Ali Chegini added that in the past two years, about 260,000 people have applied for home loans by opening Housing Saving Accounts and some 20,000 applicants have so far received their loans, MRUD’s official website reported.

Chegini noted that applicants for Housing Saving Account loans have significantly increased in recent months.

Currently, the waiting period for these home loans is at least one year while the repayment period has been set at 12 years.

The Housing Savings Account, launched in June 2015 for the first time, is a government scheme spearheaded by Bank Maskan–the agent bank of the housing sector–that requires applicants, mainly first-time homebuyers, to make a deposit and wait for a year to receive facilities.

While hailed by pundits as an effective first-step, critics point to the fact that the loans barely cover one-third of an average apartment's cost and that the installments are simply unaffordable for a considerable section of the youth population.

Affirming talks of a stimulus package for the housing sector, Hamed Mazaherian, the deputy for housing with the Ministry of Roads and Urban Development, also announced that the ministry is negotiating with the administration to sweeten the Housing Savings Account mortgages.

He noted that the ministry has proposed a list of suggestions to a special committee in government where the resources and expenses are being assessed.

 “We are very optimistic that the government will approve and implement our suggestions,” he added.  

Mazaherian explained that the housing sector is gradually entering its booming phase but “if we make haste to achieve a boom in the market, we might face a notable leap in prices” so it is the ministry’s policy to improve the housing market gradually.

Stimulating the key housing sector has been among President Rouhani's promises during his reelection campaign that led to a landslide victory in August.  He had previously ordered the interest on home loans to be reduced to single digits, making them the cheapest credits one can get in the Iranian banking system, bar interest-free loans.  

 

Summerly Gain

According to Chegini, during the month ending August 22, Tehran has registered 18,000 home sales that indicate a growth of 15% compared with the same month of the previous year.

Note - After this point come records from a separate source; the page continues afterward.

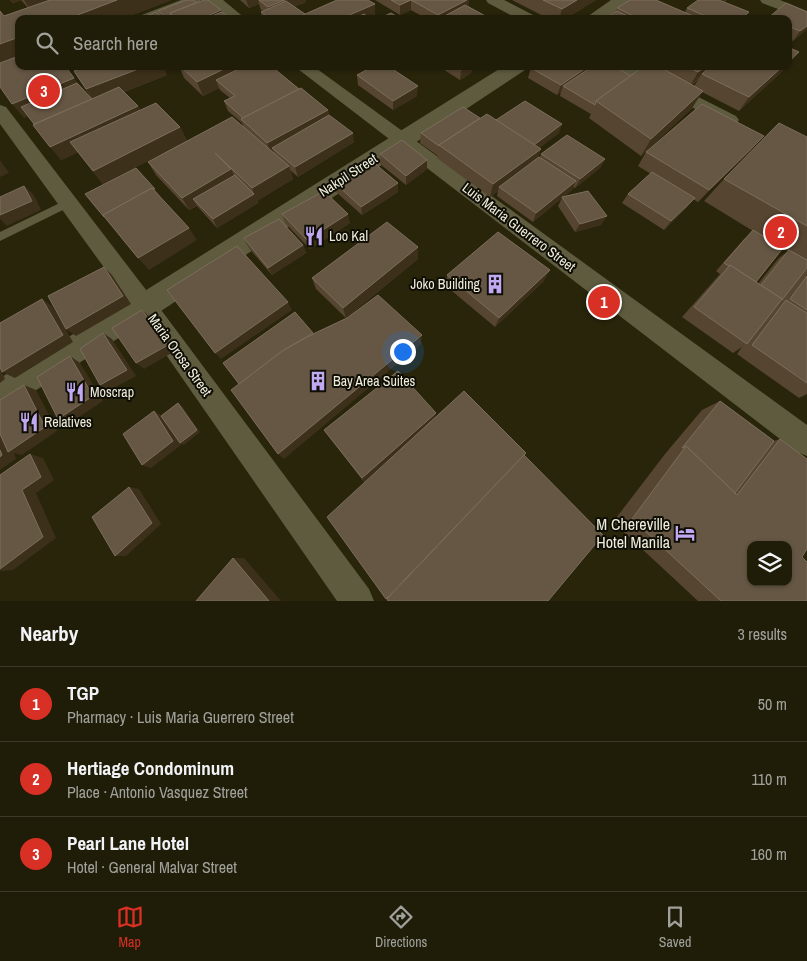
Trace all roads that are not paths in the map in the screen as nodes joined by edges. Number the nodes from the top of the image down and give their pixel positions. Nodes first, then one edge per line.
1 (194, 0) edge
2 (214, 0) edge
3 (493, 0) edge
4 (623, 0) edge
5 (767, 0) edge
6 (148, 15) edge
7 (234, 15) edge
8 (522, 15) edge
9 (599, 15) edge
10 (807, 16) edge
11 (307, 70) edge
12 (512, 70) edge
13 (632, 70) edge
14 (0, 111) edge
15 (746, 128) edge
16 (402, 140) junction
17 (68, 203) junction
18 (0, 238) edge
19 (145, 306) junction
20 (0, 395) edge
21 (807, 442) edge
22 (357, 601) edge

1 - 6 street
2 - 7 street
3 - 8 street
4 - 9 street
5 - 10 street
11 - 16 street, Luis Maria Guerrero Street
12 - 16 street, Nakpil Street
13 - 15 street
14 - 17 street, Maria Orosa Street
16 - 19 street, Nakpil Street
16 - 21 street, Luis Maria Guerrero Street
17 - 18 lane
17 - 19 street, Maria Orosa Street
19 - 20 street, Nakpil Street
19 - 22 street, Maria Orosa Street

According to the managing director of the Planning and Economy Office, the number of housing deals might have declined a bit in the following month but it is predicted that on a year-on-year comparison, the number of deals still stands higher than last year, which can herald prosperity for the housing sector.

According to the Central Bank of Iran's figures, the number of home sales during the aforementioned month has been unprecedented since May 2014. This is while the average number of home sales in Tehran in the past three years had not exceeded 13,000 per month.

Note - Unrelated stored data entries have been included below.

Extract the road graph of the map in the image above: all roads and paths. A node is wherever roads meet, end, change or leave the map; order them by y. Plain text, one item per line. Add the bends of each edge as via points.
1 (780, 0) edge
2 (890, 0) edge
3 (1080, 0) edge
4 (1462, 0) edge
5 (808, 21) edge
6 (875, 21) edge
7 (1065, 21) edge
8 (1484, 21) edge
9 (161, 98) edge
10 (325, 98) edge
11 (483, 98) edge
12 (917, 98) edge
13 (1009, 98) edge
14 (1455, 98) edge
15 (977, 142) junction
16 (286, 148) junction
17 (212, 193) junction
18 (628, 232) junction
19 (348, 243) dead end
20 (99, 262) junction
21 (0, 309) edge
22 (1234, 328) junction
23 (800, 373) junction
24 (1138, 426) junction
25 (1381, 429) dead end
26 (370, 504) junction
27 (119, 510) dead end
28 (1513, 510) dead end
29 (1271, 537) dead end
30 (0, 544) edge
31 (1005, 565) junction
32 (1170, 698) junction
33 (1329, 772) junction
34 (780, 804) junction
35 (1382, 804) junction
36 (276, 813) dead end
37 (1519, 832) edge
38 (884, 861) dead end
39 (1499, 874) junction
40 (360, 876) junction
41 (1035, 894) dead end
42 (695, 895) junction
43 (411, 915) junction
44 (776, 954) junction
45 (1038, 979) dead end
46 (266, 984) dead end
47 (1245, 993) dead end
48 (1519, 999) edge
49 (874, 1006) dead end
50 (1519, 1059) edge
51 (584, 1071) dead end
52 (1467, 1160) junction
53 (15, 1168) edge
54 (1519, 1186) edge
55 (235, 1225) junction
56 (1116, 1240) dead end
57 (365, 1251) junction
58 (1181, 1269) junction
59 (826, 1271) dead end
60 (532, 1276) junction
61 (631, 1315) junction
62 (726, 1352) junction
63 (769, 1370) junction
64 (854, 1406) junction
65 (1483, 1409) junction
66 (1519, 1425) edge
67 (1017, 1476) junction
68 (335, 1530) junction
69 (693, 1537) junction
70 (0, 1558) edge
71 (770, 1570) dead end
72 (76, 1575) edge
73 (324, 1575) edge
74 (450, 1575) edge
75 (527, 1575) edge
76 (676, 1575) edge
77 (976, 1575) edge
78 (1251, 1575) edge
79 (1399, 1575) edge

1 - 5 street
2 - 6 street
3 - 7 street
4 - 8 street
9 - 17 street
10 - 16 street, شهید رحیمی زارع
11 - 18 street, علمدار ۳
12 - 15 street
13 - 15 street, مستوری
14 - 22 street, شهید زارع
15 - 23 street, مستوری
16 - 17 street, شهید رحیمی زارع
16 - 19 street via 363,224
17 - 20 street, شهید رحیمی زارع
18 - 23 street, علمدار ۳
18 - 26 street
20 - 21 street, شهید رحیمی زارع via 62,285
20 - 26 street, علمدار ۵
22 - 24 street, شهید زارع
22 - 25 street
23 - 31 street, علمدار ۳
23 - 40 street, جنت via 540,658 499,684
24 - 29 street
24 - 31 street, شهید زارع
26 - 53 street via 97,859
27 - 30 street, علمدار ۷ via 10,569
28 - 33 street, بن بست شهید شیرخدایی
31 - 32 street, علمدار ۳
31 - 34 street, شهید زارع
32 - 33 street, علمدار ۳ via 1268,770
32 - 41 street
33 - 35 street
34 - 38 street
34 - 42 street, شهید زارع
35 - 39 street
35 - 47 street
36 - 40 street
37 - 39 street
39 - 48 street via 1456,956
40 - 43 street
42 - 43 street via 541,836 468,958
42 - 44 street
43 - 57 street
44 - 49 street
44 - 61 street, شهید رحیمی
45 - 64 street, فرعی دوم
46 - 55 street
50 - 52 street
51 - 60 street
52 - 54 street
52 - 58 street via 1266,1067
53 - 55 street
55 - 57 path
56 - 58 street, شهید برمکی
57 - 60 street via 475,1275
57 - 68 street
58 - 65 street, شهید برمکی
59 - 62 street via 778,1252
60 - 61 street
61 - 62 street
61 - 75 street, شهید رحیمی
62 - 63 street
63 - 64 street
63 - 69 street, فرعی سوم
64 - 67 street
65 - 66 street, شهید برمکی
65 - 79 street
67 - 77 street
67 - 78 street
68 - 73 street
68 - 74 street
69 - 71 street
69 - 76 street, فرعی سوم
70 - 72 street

“Predictive indicators of housing sector point to  a positive trend in the market and if the Central Bank of Iran manages to control banks’ interest rates that had negative effects on various economic sectors of the country, housing sector can also keep moving toward full recovery,” Chegini said.

According to CBI's latest directive, banks and credit institutions were obligated to refrain from paying high interests after Sept. 2 and cap their interests on one-year deposits at the previously set 15% while paying a maximum interest of 10% to short-term deposits.

Chegini noted that the number of building permits issued has registered an upward trend since the final months of the previous Iranian year (ended March 20, 2017) after years of consecutive decline.

“During the early months of the new fiscal year, the number of construction permits issued in Tehran and other urban areas of the country has increased by 5-6%,” he added.

The official noted that according to the Statistical Center of Iran’s report, the housing sector’s value added during the first quarter of the current year marked a year-on-year growth of 7%, which also point to the sector’s recovery.